GIVEN ENTRIES Block Start

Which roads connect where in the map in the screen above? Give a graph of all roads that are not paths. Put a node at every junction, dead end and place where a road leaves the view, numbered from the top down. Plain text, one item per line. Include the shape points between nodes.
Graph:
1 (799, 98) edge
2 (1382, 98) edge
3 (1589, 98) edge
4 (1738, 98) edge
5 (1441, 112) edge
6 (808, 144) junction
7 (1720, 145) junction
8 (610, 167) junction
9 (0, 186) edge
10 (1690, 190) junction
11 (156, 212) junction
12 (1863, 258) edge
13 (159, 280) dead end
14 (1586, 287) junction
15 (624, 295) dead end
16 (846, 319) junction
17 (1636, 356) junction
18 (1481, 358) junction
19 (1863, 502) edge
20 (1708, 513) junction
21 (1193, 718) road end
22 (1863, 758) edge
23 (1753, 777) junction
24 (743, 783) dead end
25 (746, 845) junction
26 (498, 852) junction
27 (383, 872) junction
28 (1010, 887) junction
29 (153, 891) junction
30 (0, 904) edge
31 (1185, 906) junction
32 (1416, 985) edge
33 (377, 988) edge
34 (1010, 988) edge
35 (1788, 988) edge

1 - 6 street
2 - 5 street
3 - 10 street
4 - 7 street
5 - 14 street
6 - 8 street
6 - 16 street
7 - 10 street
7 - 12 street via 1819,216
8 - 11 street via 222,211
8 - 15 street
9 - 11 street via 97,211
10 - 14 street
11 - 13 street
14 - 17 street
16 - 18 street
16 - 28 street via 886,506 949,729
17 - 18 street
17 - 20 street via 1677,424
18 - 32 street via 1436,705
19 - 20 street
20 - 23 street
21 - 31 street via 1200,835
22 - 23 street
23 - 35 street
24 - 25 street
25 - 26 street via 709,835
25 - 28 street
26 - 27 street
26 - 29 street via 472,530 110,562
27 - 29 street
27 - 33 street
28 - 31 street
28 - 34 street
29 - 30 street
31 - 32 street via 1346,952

GIVEN ENTRIES Block End

Every line in the listing above should be repeated exactly.

* TASK OUTPUT *
Which roads connect where in the map in the screen above? Give a graph of all roads that are not paths. Put a node at every junction, dead end and place where a road leaves the view, numbered from the top down. Plain text, one item per line. Include the shape points between nodes.
Graph:
1 (799, 98) edge
2 (1382, 98) edge
3 (1589, 98) edge
4 (1738, 98) edge
5 (1441, 112) edge
6 (808, 144) junction
7 (1720, 145) junction
8 (610, 167) junction
9 (0, 186) edge
10 (1690, 190) junction
11 (156, 212) junction
12 (1863, 258) edge
13 (159, 280) dead end
14 (1586, 287) junction
15 (624, 295) dead end
16 (846, 319) junction
17 (1636, 356) junction
18 (1481, 358) junction
19 (1863, 502) edge
20 (1708, 513) junction
21 (1193, 718) road end
22 (1863, 758) edge
23 (1753, 777) junction
24 (743, 783) dead end
25 (746, 845) junction
26 (498, 852) junction
27 (383, 872) junction
28 (1010, 887) junction
29 (153, 891) junction
30 (0, 904) edge
31 (1185, 906) junction
32 (1416, 985) edge
33 (377, 988) edge
34 (1010, 988) edge
35 (1788, 988) edge

1 - 6 street
2 - 5 street
3 - 10 street
4 - 7 street
5 - 14 street
6 - 8 street
6 - 16 street
7 - 10 street
7 - 12 street via 1819,216
8 - 11 street via 222,211
8 - 15 street
9 - 11 street via 97,211
10 - 14 street
11 - 13 street
14 - 17 street
16 - 18 street
16 - 28 street via 886,506 949,729
17 - 18 street
17 - 20 street via 1677,424
18 - 32 street via 1436,705
19 - 20 street
20 - 23 street
21 - 31 street via 1200,835
22 - 23 street
23 - 35 street
24 - 25 street
25 - 26 street via 709,835
25 - 28 street
26 - 27 street
26 - 29 street via 472,530 110,562
27 - 29 street
27 - 33 street
28 - 31 street
28 - 34 street
29 - 30 street
31 - 32 street via 1346,952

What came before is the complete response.